There is a distinct knock on the door, late one night. Twilight Sparkle had failed to fall asleep and ended up finding a book, she thought I might enjoy; if I only crack the book open and reads the book.
Since I had not been asleep, at the time, I had slipped out of my bed, trotting the short distance to the door and opened.
“Hi, Starlight; sorry if I woke you up, but I could not sleep and found a book I figured would be just right in our hooves!” she blurted out.
“Hi, Twilight; I take it, it was not my noisy snoring that woke you up?” I responded.
“No, silly; I fear it is quite the opposite reason, actually!” she responded.

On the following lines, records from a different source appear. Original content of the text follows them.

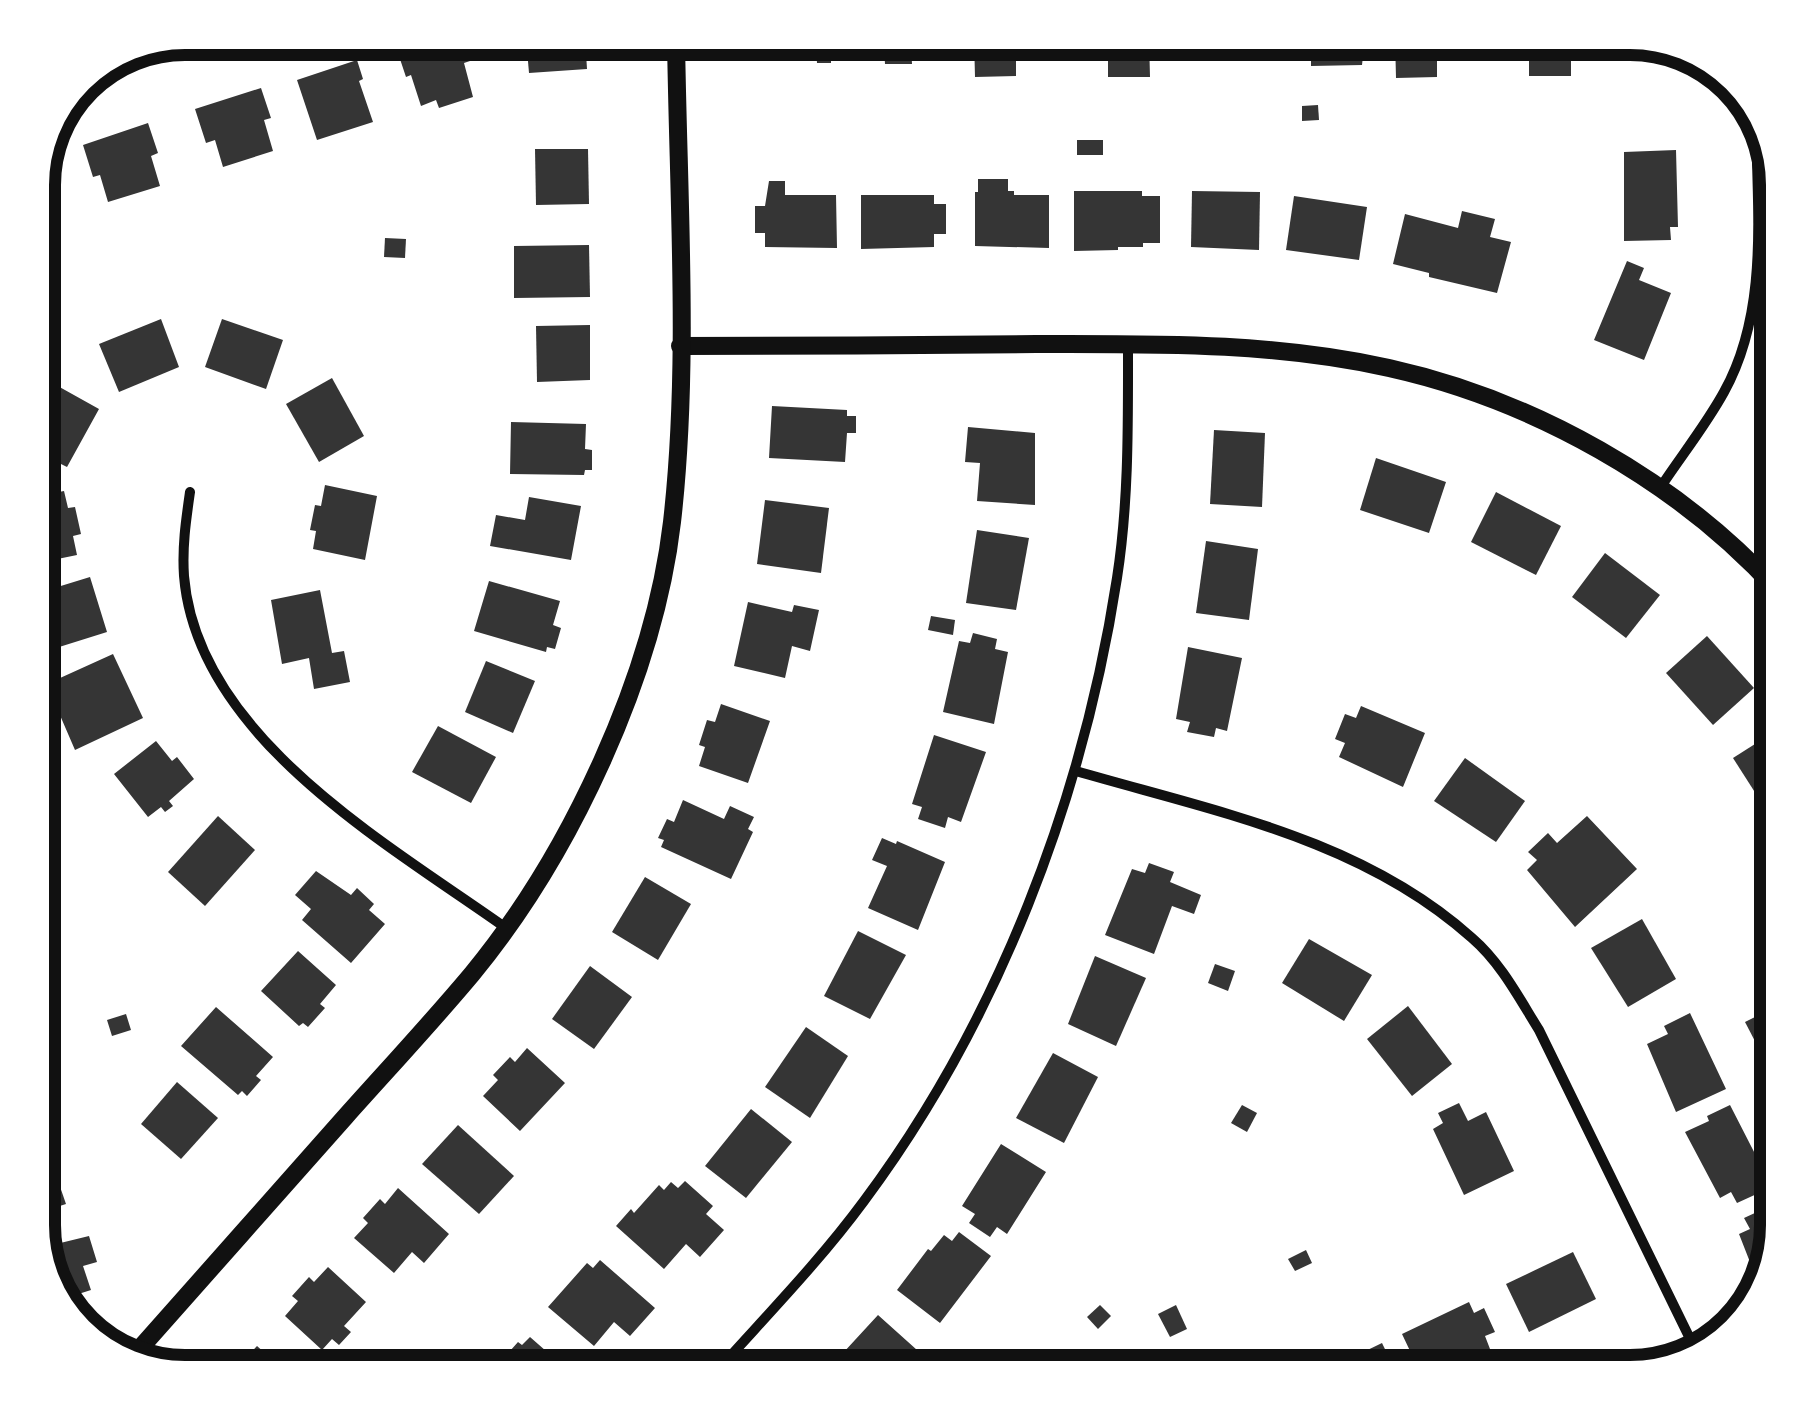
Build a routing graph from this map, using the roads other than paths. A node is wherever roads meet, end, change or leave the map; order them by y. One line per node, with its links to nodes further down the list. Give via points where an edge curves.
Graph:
1 (676, 55): 5 (street)
2 (1756, 153): 3 (street)
3 (1756, 162): 6 (street, via 1751,317 1724,392)
4 (1128, 344): 5 (street); 6 (street, via 1281,350 1390,368 1483,396 1574,436); 9 (street, via 1118,575)
5 (680, 346): 10 (street, via 672,524 632,681 594,777)
6 (1660, 488): 8 (street)
7 (190, 492): 10 (street, via 183,536 191,614 210,664 238,708 316,792)
8 (1760, 570)
9 (1076, 772): 11 (street, via 1313,840 1373,870 1473,938 1508,978 1539,1030); 13 (street, via 1013,941 921,1117 864,1201)
10 (506, 928): 12 (street)
11 (1690, 1340)
12 (141, 1347)
13 (731, 1355)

“In Twilight, no sleep is to be permitted!” I giggled, as if it had been a joke.
“But alas, you still do need your sleep!” I pointed out.
“I could trot down to the basement and build a new Fort Book?” she teased, in return.
“If the Twilight can be escaped, and the books could sing you to sleep; maybe, that is the way to go?” I suggested, almost as if I had even believed in what I had told her.
“Thank you, Starlight; I think I will try that, but feel free to enjoy the book!” she pointed out, as she is leaving the book in my room and trot out.
I had closed the door behind her, thinking nothing more of it. Though I had actually picked up the book, carrying it with me to my bed.
I should never have cracked up the book. I had done it, just in curiosity.
With the book cracked open, I prepare to light my horn, focusing on my magic. I feel the small orb of magic appear on the top of my horn; as I see the light brighten and the orb grow to the point, where I feel the heat of the magic flow down the entire length of my horn, just like an avalanche.
“The Twilight Anthology, Enchanting Tails” the title reads.
The room grows dark and vanish without a trace. The enchantment had taken me in its grip; holding me for ransom, making me follow the stories between the covers of the book. I am trapped within the book, no hopes to escape.
Is the short stories of this anthology a blessing, or a long list of curses? I have no idea, but I am about to learn the truth of it.
The first story is soon to reveal itself, to me. I wake up, as a new Pony.